Now that the Wichita City Council has all but recommended that voters raise taxes in order to spend $250 million for water supply enhancements, citizens need to consider recent history and how current decisions are made.

Through the Community Investments Plan process and by other means, citizens have told the City of Wichita they’re concerned about future water supply.

Those who have been paying attention might be surprised that there is a water crisis. That’s because when Bob Knight was mayor, he was told that Wichita had sufficient water for the next 50 years. That was about eleven years ago.

Wichita area future water supply coverMore recently, the city prepared a document in March 2013 titled Wichita Area Future Water Supply: A Model Program for Other Municipalities. It touts an expensive investment that is part of a “plan to ensure that Wichita has the water it needs through the year 2050 and beyond.”

The project boasted of is the City of Wichita Aquifer Storage and Recovery Program or ASR. Its cost, so far for Phases I and II, is $247 million. According to the document, two more phases are contemplated.

City of Wichita Aquifer Storage and Recovery Program schematic diagram.
City of Wichita Aquifer Storage and Recovery Program schematic diagram.

Reading the document, published just last spring, one might be led to believe that everything is fine, water-wise: “In 1993 the Wichita City Council adopted an Integrated Local Water Supply Plan that identified cost effective water resources that would be adequate to meet Wichita’s water supply needs through the year 2050.”

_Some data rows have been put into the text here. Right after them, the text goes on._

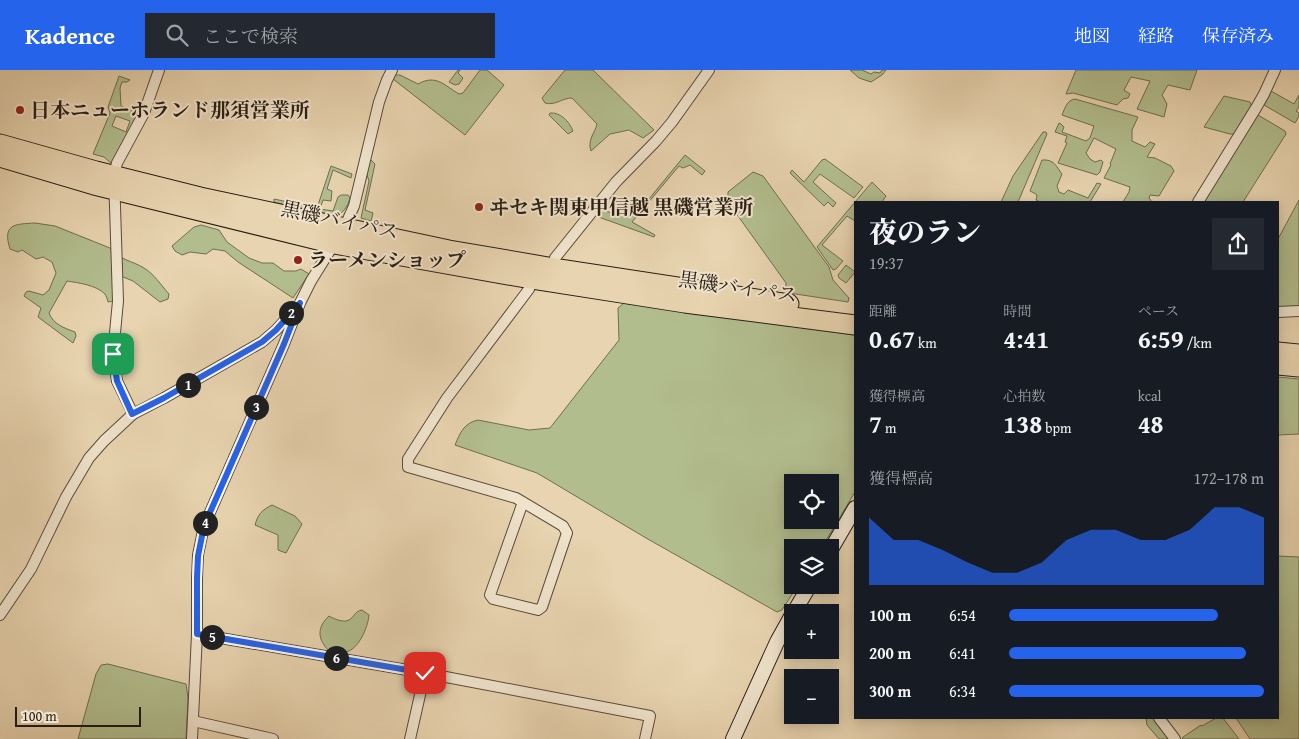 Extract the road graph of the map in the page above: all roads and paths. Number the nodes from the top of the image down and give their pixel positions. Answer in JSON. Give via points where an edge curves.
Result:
{"nodes":[{"id":1,"x":159,"y":70,"type":"edge"},
{"id":2,"x":392,"y":70,"type":"edge"},
{"id":3,"x":709,"y":70,"type":"edge"},
{"id":4,"x":1275,"y":70,"type":"edge"},
{"id":5,"x":0,"y":144,"type":"edge"},
{"id":6,"x":0,"y":157,"type":"edge"},
{"id":7,"x":115,"y":183,"type":"junction"},
{"id":8,"x":1199,"y":201,"type":"edge"},
{"id":9,"x":344,"y":228,"type":"junction"},
{"id":10,"x":334,"y":244,"type":"junction"},
{"id":11,"x":554,"y":268,"type":"junction"},
{"id":12,"x":531,"y":279,"type":"junction"},
{"id":13,"x":300,"y":303,"type":"junction"},
{"id":14,"x":1299,"y":311,"type":"edge"},
{"id":15,"x":1279,"y":312,"type":"edge"},
{"id":16,"x":854,"y":313,"type":"edge"},
{"id":17,"x":854,"y":325,"type":"edge"},
{"id":18,"x":1279,"y":352,"type":"edge"},
{"id":19,"x":1299,"y":354,"type":"edge"},
{"id":20,"x":1279,"y":366,"type":"edge"},
{"id":21,"x":1299,"y":367,"type":"edge"},
{"id":22,"x":132,"y":414,"type":"junction"},
{"id":23,"x":523,"y":502,"type":"junction"},
{"id":24,"x":854,"y":510,"type":"edge"},
{"id":25,"x":837,"y":539,"type":"edge"},
{"id":26,"x":0,"y":615,"type":"edge"},
{"id":27,"x":784,"y":630,"type":"edge"},
{"id":28,"x":197,"y":634,"type":"junction"},
{"id":29,"x":425,"y":673,"type":"junction"},
{"id":30,"x":1161,"y":719,"type":"edge"},
{"id":31,"x":193,"y":722,"type":"junction"},
{"id":32,"x":192,"y":739,"type":"edge"},
{"id":33,"x":274,"y":739,"type":"edge"},
{"id":34,"x":410,"y":739,"type":"edge"},
{"id":35,"x":645,"y":739,"type":"edge"},
{"id":36,"x":733,"y":739,"type":"edge"},
{"id":37,"x":1175,"y":739,"type":"edge"}],
"edges":[{"from":1,"to":7,"type":"street","via":[[144,113],[117,163]]},
{"from":2,"to":9,"type":"street","via":[[379,102],[354,206]]},
{"from":3,"to":11,"type":"street","via":[[672,122],[616,182],[556,258]]},
{"from":4,"to":8,"type":"street","via":[[1256,108]]},
{"from":5,"to":7,"type":"highway","name":"黒磯バイパス"},
{"from":6,"to":7,"type":"highway","name":"黒磯バイパス"},
{"from":7,"to":9,"type":"highway","name":"黒磯バイパス","via":[[200,197]]},
{"from":7,"to":10,"type":"highway","name":"黒磯バイパス"},
{"from":7,"to":22,"type":"street","via":[[118,301],[113,354],[117,381]]},
{"from":9,"to":10,"type":"street"},
{"from":9,"to":11,"type":"highway","name":"黒磯バイパス"},
{"from":10,"to":12,"type":"highway","name":"黒磯バイパス"},
{"from":10,"to":13,"type":"street"},
{"from":11,"to":16,"type":"highway","name":"黒磯バイパス"},
{"from":12,"to":17,"type":"highway","name":"黒磯バイパス"},
{"from":12,"to":23,"type":"street","via":[[529,289],[447,398],[408,459],[408,467]]},
{"from":13,"to":22,"type":"street","via":[[262,342]]},
{"from":13,"to":28,"type":"street","via":[[204,526],[198,556]]},
{"from":14,"to":15,"type":"street"},
{"from":18,"to":19,"type":"highway"},
{"from":20,"to":21,"type":"highway"},
{"from":22,"to":26,"type":"street","via":[[90,458],[66,497],[31,569]]},
{"from":23,"to":23,"type":"street","via":[[490,595],[492,599],[538,610],[542,607],[567,533],[564,526]]},
{"from":24,"to":25,"type":"street"},
{"from":27,"to":36,"type":"street"},
{"from":28,"to":29,"type":"street"},
{"from":28,"to":31,"type":"street"},
{"from":29,"to":34,"type":"street"},
{"from":29,"to":35,"type":"street","via":[[650,716]]},
{"from":30,"to":37,"type":"street"},
{"from":31,"to":32,"type":"street"},
{"from":31,"to":33,"type":"street"}]}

But earlier this year the Wichita Eagle reported “Wichita’s $240 million aquifer storage and recovery program — promoted to taxpayers in the early 1990s as a way to supply the city with water for 50 years — could soon be relegated to serving as a bit player in the city’s long-term water future.”

Later in the same article, the newspaper reported “The ASR project has been plagued by problems, city officials said, including equipment failures and a significant drought that idled the project because of low water levels in the Little Arkansas River.”

Economic vs. political thinking

It appears the plan the city council favors is to expand the ASR project at a cost of $250 million, thereby doubling the amount spent on this project. Some council members have noted the low utilization of the ASR and see its expansion as a way to wring greater efficiency from the plant.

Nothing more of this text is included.